Work at school level crucial to developing creative industries

Jorge Barreto Xavier

Professor Jorge Barreto Xavier said that the Cultural and Creative Industries (CCI) are fields that still have significant opportunities for exploration and development, especially in the education sector.

The professor of Public Policies for Culture and Management of Creative Industries from ISCTE-IUL in Lisbon was in Macau this week to present a seminar on “Creative Industries as a Tool for Development” and a photography exhibition.

“I think it would be important to have, at some level of the education system, some kind of program specifically addressing creativity. I’m talking about [in levels such as] primary school, high school… a better stimulation of creativity for the students,” Xavier said. Such programs would be “the framework to have [at university level] better students and more people interested in creative industries,” according to him.

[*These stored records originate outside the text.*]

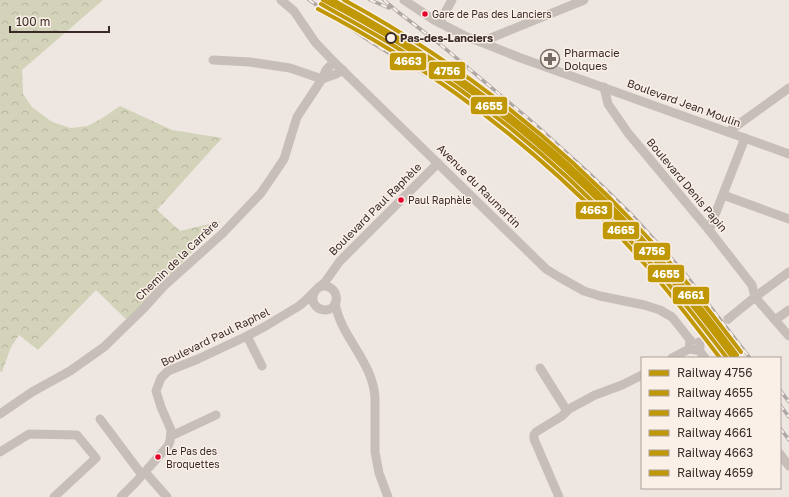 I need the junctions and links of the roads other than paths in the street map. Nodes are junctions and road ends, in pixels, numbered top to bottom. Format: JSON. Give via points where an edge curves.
{"nodes":[{"id":1,"x":281,"y":0,"type":"edge"},
{"id":2,"x":404,"y":0,"type":"edge"},
{"id":3,"x":452,"y":0,"type":"edge"},
{"id":4,"x":584,"y":0,"type":"edge"},
{"id":5,"x":440,"y":23,"type":"junction"},
{"id":6,"x":481,"y":42,"type":"junction"},
{"id":7,"x":214,"y":60,"type":"dead end"},
{"id":8,"x":334,"y":62,"type":"junction"},
{"id":9,"x":343,"y":70,"type":"junction"},
{"id":10,"x":322,"y":79,"type":"junction"},
{"id":11,"x":604,"y":87,"type":"junction"},
{"id":12,"x":789,"y":88,"type":"edge"},
{"id":13,"x":728,"y":132,"type":"junction"},
{"id":14,"x":745,"y":138,"type":"junction"},
{"id":15,"x":789,"y":154,"type":"edge"},
{"id":16,"x":438,"y":163,"type":"junction"},
{"id":17,"x":723,"y":194,"type":"junction"},
{"id":18,"x":789,"y":219,"type":"edge"},
{"id":19,"x":709,"y":230,"type":"junction"},
{"id":20,"x":789,"y":272,"type":"edge"},
{"id":21,"x":330,"y":274,"type":"junction"},
{"id":22,"x":316,"y":290,"type":"junction"},
{"id":23,"x":333,"y":290,"type":"junction"},
{"id":24,"x":755,"y":297,"type":"junction"},
{"id":25,"x":335,"y":303,"type":"junction"},
{"id":26,"x":299,"y":306,"type":"junction"},
{"id":27,"x":316,"y":307,"type":"junction"},
{"id":28,"x":327,"y":310,"type":"junction"},
{"id":29,"x":789,"y":310,"type":"edge"},
{"id":30,"x":728,"y":319,"type":"tunnel mouth"},
{"id":31,"x":775,"y":320,"type":"junction"},
{"id":32,"x":340,"y":321,"type":"junction"},
{"id":33,"x":247,"y":336,"type":"junction"},
{"id":34,"x":789,"y":336,"type":"edge"},
{"id":35,"x":697,"y":343,"type":"junction"},
{"id":36,"x":674,"y":357,"type":"edge"},
{"id":37,"x":704,"y":357,"type":"edge"},
{"id":38,"x":262,"y":366,"type":"dead end"},
{"id":39,"x":540,"y":368,"type":"dead end"},
{"id":40,"x":641,"y":376,"type":"edge"},
{"id":41,"x":567,"y":411,"type":"junction"},
{"id":42,"x":0,"y":414,"type":"edge"},
{"id":43,"x":216,"y":415,"type":"dead end"},
{"id":44,"x":100,"y":419,"type":"dead end"},
{"id":45,"x":171,"y":436,"type":"junction"},
{"id":46,"x":0,"y":452,"type":"edge"},
{"id":47,"x":781,"y":455,"type":"edge"},
{"id":48,"x":789,"y":466,"type":"edge"},
{"id":49,"x":143,"y":473,"type":"junction"},
{"id":50,"x":54,"y":497,"type":"edge"},
{"id":51,"x":121,"y":497,"type":"edge"},
{"id":52,"x":167,"y":497,"type":"edge"},
{"id":53,"x":388,"y":497,"type":"edge"},
{"id":54,"x":559,"y":497,"type":"edge"}],
"edges":[{"from":1,"to":8,"type":"street","name":"Avenue du Raumartin","via":[[294,11],[315,42]]},
{"from":2,"to":5,"type":"street","name":"Boulevard Jean Moulin"},
{"from":3,"to":5,"type":"street"},
{"from":4,"to":6,"type":"street"},
{"from":5,"to":6,"type":"street","name":"Boulevard Jean Moulin","via":[[467,38]]},
{"from":6,"to":11,"type":"street","name":"Boulevard Jean Moulin"},
{"from":7,"to":10,"type":"street","via":[[290,68]]},
{"from":8,"to":9,"type":"street","name":"Avenue du Raumartin"},
{"from":8,"to":10,"type":"street","name":"Chemin de la Carrère"},
{"from":9,"to":10,"type":"street"},
{"from":9,"to":16,"type":"street","name":"Avenue du Raumartin"},
{"from":10,"to":42,"type":"street","name":"Chemin de la Carrère","via":[[297,117],[284,159],[261,193],[104,347],[70,372],[32,392]]},
{"from":11,"to":13,"type":"street","name":"Boulevard Jean Moulin"},
{"from":11,"to":19,"type":"street","name":"Boulevard Denis Papin","via":[[608,104],[628,134]]},
{"from":12,"to":13,"type":"street"},
{"from":13,"to":14,"type":"street","name":"Boulevard Jean Moulin"},
{"from":14,"to":15,"type":"street","name":"Boulevard Jean Moulin"},
{"from":14,"to":17,"type":"street"},
{"from":16,"to":21,"type":"street","name":"Boulevard Paul Raphèle","via":[[340,260]]},
{"from":16,"to":35,"type":"street","name":"Avenue du Raumartin","via":[[546,269],[584,291],[660,310],[672,317]]},
{"from":17,"to":18,"type":"street"},
{"from":17,"to":19,"type":"street"},
{"from":19,"to":24,"type":"street","name":"Boulevard Denis Papin","via":[[752,285]]},
{"from":20,"to":24,"type":"street"},
{"from":21,"to":22,"type":"street","name":"Boulevard Paul Raphèle"},
{"from":21,"to":23,"type":"street","name":"Boulevard Paul Raphèle"},
{"from":22,"to":23,"type":"street","via":[[326,286]]},
{"from":22,"to":26,"type":"street","name":"Boulevard Paul Raphel"},
{"from":22,"to":27,"type":"street","via":[[312,300]]},
{"from":23,"to":25,"type":"street","via":[[336,296]]},
{"from":24,"to":30,"type":"street"},
{"from":24,"to":31,"type":"street","name":"Boulevard Denis Papin"},
{"from":25,"to":28,"type":"street"},
{"from":25,"to":32,"type":"street"},
{"from":26,"to":27,"type":"street"},
{"from":26,"to":33,"type":"street","name":"Boulevard Paul Raphel"},
{"from":27,"to":28,"type":"street"},
{"from":28,"to":32,"type":"street"},
{"from":29,"to":31,"type":"street"},
{"from":31,"to":34,"type":"street","name":"Boulevard Denis Papin"},
{"from":32,"to":53,"type":"street","via":[[373,382],[375,452]]},
{"from":33,"to":38,"type":"street"},
{"from":33,"to":45,"type":"street","name":"Boulevard Paul Raphel","via":[[168,372],[161,378],[156,391]]},
{"from":35,"to":36,"type":"street"},
{"from":35,"to":37,"type":"street","name":"Avenue du Raumartin"},
{"from":39,"to":41,"type":"street"},
{"from":40,"to":41,"type":"street","via":[[595,395]]},
{"from":41,"to":54,"type":"street","via":[[536,432],[534,437]]},
{"from":43,"to":45,"type":"street"},
{"from":44,"to":49,"type":"street"},
{"from":45,"to":49,"type":"street","via":[[168,446]]},
{"from":46,"to":50,"type":"street","via":[[28,434],[77,435],[96,458]]},
{"from":47,"to":48,"type":"street"},
{"from":49,"to":51,"type":"street"},
{"from":49,"to":52,"type":"street"}]}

Xavier noted that there is a second important step of narrowing down creativity to one field.

“You can’t do everything. You have to choose what you want – either it’s design, or tourism […] or even visual arts or cinema,” he noted.

For the final he said,  “you need to have artists and social society working together for that objective.”

Regarding the ability of Macau to engage with and succeed on such a task, the scholar said: “Macau has important [economic] growth. But the secret is to find out how to profit from this opportunity for economic development to invest in the future in order not to be [reduced to] a monothematic economic area.”

“[The idea is not to compete between industries]. It’s an alliance for the future [in which] casinos can batch opportunities together [with CCI].”

Such alliances can occur in different creative fields such as multimedia, visual arts and performing arts. Xavier noted also the CCI are built and developed through “networks that work at a worldwide level.”